* [WORK TO COMPLETE] The records below are to be retyped in full, without any alteration.

....

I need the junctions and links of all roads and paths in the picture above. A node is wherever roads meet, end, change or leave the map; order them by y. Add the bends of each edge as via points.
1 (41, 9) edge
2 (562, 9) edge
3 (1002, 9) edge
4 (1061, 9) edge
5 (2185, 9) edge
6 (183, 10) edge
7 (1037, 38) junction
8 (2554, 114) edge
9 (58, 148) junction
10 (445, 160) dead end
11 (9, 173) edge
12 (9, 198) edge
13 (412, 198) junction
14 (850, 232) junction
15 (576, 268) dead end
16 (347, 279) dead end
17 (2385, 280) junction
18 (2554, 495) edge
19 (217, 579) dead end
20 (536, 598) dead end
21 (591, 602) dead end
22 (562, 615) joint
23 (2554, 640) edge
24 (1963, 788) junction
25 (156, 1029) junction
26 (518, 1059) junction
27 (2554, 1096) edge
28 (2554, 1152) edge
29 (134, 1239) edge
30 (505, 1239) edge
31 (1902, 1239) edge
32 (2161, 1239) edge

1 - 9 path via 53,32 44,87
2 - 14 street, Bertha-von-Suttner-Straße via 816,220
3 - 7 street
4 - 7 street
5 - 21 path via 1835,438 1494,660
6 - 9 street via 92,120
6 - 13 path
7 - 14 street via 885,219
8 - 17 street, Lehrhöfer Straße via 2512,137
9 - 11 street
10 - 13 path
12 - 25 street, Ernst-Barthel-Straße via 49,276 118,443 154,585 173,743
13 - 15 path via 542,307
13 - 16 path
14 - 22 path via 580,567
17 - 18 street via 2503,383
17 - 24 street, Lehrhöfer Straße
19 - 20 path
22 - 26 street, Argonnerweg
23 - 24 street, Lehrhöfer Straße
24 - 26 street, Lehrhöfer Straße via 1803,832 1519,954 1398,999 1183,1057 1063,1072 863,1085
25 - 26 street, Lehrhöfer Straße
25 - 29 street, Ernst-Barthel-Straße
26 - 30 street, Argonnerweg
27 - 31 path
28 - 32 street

....

* [PROBLEM SOLUTION]
I need the junctions and links of all roads and paths in the picture above. A node is wherever roads meet, end, change or leave the map; order them by y. Add the bends of each edge as via points.
1 (41, 9) edge
2 (562, 9) edge
3 (1002, 9) edge
4 (1061, 9) edge
5 (2185, 9) edge
6 (183, 10) edge
7 (1037, 38) junction
8 (2554, 114) edge
9 (58, 148) junction
10 (445, 160) dead end
11 (9, 173) edge
12 (9, 198) edge
13 (412, 198) junction
14 (850, 232) junction
15 (576, 268) dead end
16 (347, 279) dead end
17 (2385, 280) junction
18 (2554, 495) edge
19 (217, 579) dead end
20 (536, 598) dead end
21 (591, 602) dead end
22 (562, 615) joint
23 (2554, 640) edge
24 (1963, 788) junction
25 (156, 1029) junction
26 (518, 1059) junction
27 (2554, 1096) edge
28 (2554, 1152) edge
29 (134, 1239) edge
30 (505, 1239) edge
31 (1902, 1239) edge
32 (2161, 1239) edge

1 - 9 path via 53,32 44,87
2 - 14 street, Bertha-von-Suttner-Straße via 816,220
3 - 7 street
4 - 7 street
5 - 21 path via 1835,438 1494,660
6 - 9 street via 92,120
6 - 13 path
7 - 14 street via 885,219
8 - 17 street, Lehrhöfer Straße via 2512,137
9 - 11 street
10 - 13 path
12 - 25 street, Ernst-Barthel-Straße via 49,276 118,443 154,585 173,743
13 - 15 path via 542,307
13 - 16 path
14 - 22 path via 580,567
17 - 18 street via 2503,383
17 - 24 street, Lehrhöfer Straße
19 - 20 path
22 - 26 street, Argonnerweg
23 - 24 street, Lehrhöfer Straße
24 - 26 street, Lehrhöfer Straße via 1803,832 1519,954 1398,999 1183,1057 1063,1072 863,1085
25 - 26 street, Lehrhöfer Straße
25 - 29 street, Ernst-Barthel-Straße
26 - 30 street, Argonnerweg
27 - 31 path
28 - 32 street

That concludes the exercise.